Bonus Cleopatra Fun Fact: Egypt is so old that when the action in this book begins, the Sphinx had just had a face-lift…1,000 years before.

Extra Innings Cleopatra Fun Fact: When Cleopatra needed some muscle, she hired Jewish mercenaries from Judea.

Back to the dead white guys. (My people!) Next up is A. Scott Berg’s Maxwell Perkins: Editor of Genius (1978). Max Perkins was the first to publish F. Scott Fitzgerald, Ernest Hemingway, and Thomas Wolfe. By the standards of his time, Perkins took a risk with all three. All three were fascinating characters, though I found Wolfe’s behavior intolerable. I couldn’t wait for him to die and get the hell out of the book, but I have to admit, he stole the show.

This seems appropriate for a man who never stopped writing. If you asked him to cut 10,000 words, he’d come back a week later with an extra 20,000. Actually, he wouldn’t come back, you’d have to go get him. The day that Perkins went to Wolfe’s apartment and informed him that Of Time and the River was done, just put the pages in order and surrender it, is one of the classic moments in U.S. literature.
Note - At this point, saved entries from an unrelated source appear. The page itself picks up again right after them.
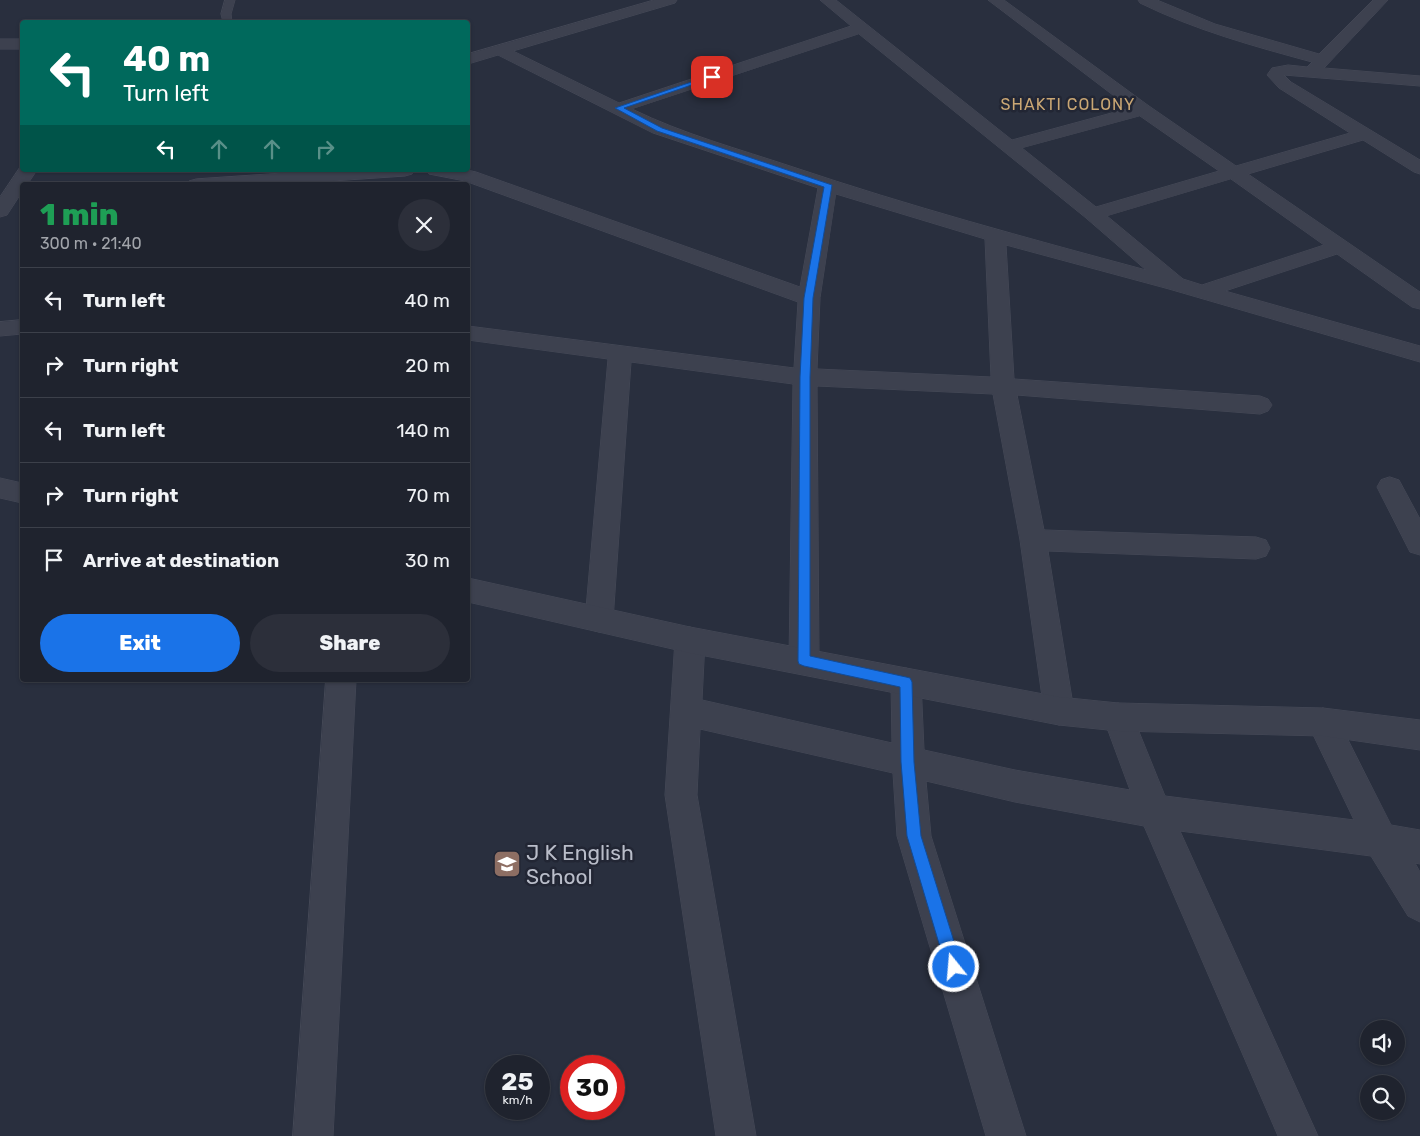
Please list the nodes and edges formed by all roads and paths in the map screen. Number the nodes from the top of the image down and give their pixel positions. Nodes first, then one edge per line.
1 (230, 0) edge
2 (670, 0) edge
3 (827, 0) edge
4 (995, 0) edge
5 (1145, 0) edge
6 (1381, 0) edge
7 (228, 20) edge
8 (861, 28) junction
9 (0, 44) edge
10 (20, 44) edge
11 (498, 50) junction
12 (470, 57) edge
13 (1316, 66) junction
14 (1420, 82) edge
15 (618, 108) junction
16 (1143, 110) junction
17 (1365, 134) junction
18 (1008, 146) junction
19 (1420, 168) edge
20 (371, 172) edge
21 (447, 172) edge
22 (1234, 172) junction
23 (270, 178) edge
24 (228, 182) edge
25 (20, 185) edge
26 (828, 185) junction
27 (11, 202) edge
28 (1094, 214) junction
29 (996, 236) junction
30 (1341, 246) junction
31 (1176, 284) junction
32 (1200, 292) junction
33 (808, 298) junction
34 (1420, 302) edge
35 (20, 327) edge
36 (0, 328) edge
37 (470, 333) edge
38 (620, 354) junction
39 (1420, 354) edge
40 (805, 377) junction
41 (1003, 386) junction
42 (1260, 405) dead end
43 (1390, 487) dead end
44 (0, 488) edge
45 (20, 493) edge
46 (1033, 540) junction
47 (1420, 544) edge
48 (1256, 548) dead end
49 (470, 590) edge
50 (599, 620) junction
51 (690, 640) junction
52 (804, 661) junction
53 (342, 682) edge
54 (906, 682) junction
55 (686, 711) junction
56 (1059, 711) junction
57 (1118, 717) junction
58 (1322, 722) junction
59 (1420, 735) edge
60 (908, 762) junction
61 (1154, 811) junction
62 (1380, 840) junction
63 (1420, 847) edge
64 (1420, 904) edge
65 (313, 1136) edge
66 (736, 1136) edge
67 (1006, 1136) edge
68 (1298, 1136) edge

1 - 7 lane
2 - 11 street
3 - 8 street
4 - 16 street
5 - 13 street
6 - 13 street
8 - 15 street
8 - 18 street
9 - 10 street
11 - 12 street
11 - 15 street
13 - 14 street
13 - 17 street
15 - 26 street
16 - 18 street
16 - 22 street
17 - 19 street
17 - 22 street
18 - 28 street
20 - 23 street
21 - 33 street
22 - 28 street
22 - 30 street
23 - 24 street
25 - 27 street
26 - 29 street
26 - 33 street
28 - 31 street
29 - 31 street
29 - 41 street
30 - 32 street
30 - 34 street
31 - 32 street
32 - 39 street
33 - 40 street
35 - 36 street
37 - 38 street
38 - 40 street
38 - 50 street
40 - 41 street
40 - 52 street
41 - 42 street
41 - 46 street
43 - 47 street
44 - 45 street
46 - 48 street
46 - 56 street
49 - 50 street
50 - 51 street
51 - 52 street
51 - 55 street
52 - 54 street
53 - 65 street
54 - 56 street
54 - 60 street
55 - 60 street
55 - 66 street
56 - 57 street
57 - 58 street
57 - 61 street
58 - 59 street
58 - 62 street
60 - 61 street
60 - 67 street
61 - 62 street
61 - 68 street
62 - 63 street
62 - 64 street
Berg demonstrates the gifts Perkins brought to his work and shows why everyone loved him, where his sense of duty came from, and why he was always so damn unhappy (see sense of duty). I enjoyed reading about all the writers who were Perkins’ boys and girls (to the Big Three you can add James Jones and Marjorie Kinnan Rawlings). Afterwards I felt as if I had lived all the decades I’d just read about.

Max Perkins Fun Fact: Max Perkins and Thomas Wolfe were father and son, teacher and student, guardian and rebel, and finally adversaries (Wolfe’s choice). Wolfe died in 1938. The last thing he wrote was a letter to Perkins. Perkins died in 1947. The last thing he edited was an introduction to a collection of Wolfe’s papers at Harvard.

Now let’s ride the elephant in the room: the 6’6” Thomas Wolfe. (He was the same height as Michael Jordan and one inch taller than Chuck Connors.) David Herbert Donald, who won a Pulitzer for Look Homeward: A Life of Thomas Wolfe (1989), favors the idea that Wolfe was a genius. He believes that Wolfe’s editors put a strait-jacket on his prose to make it fit into conventional books.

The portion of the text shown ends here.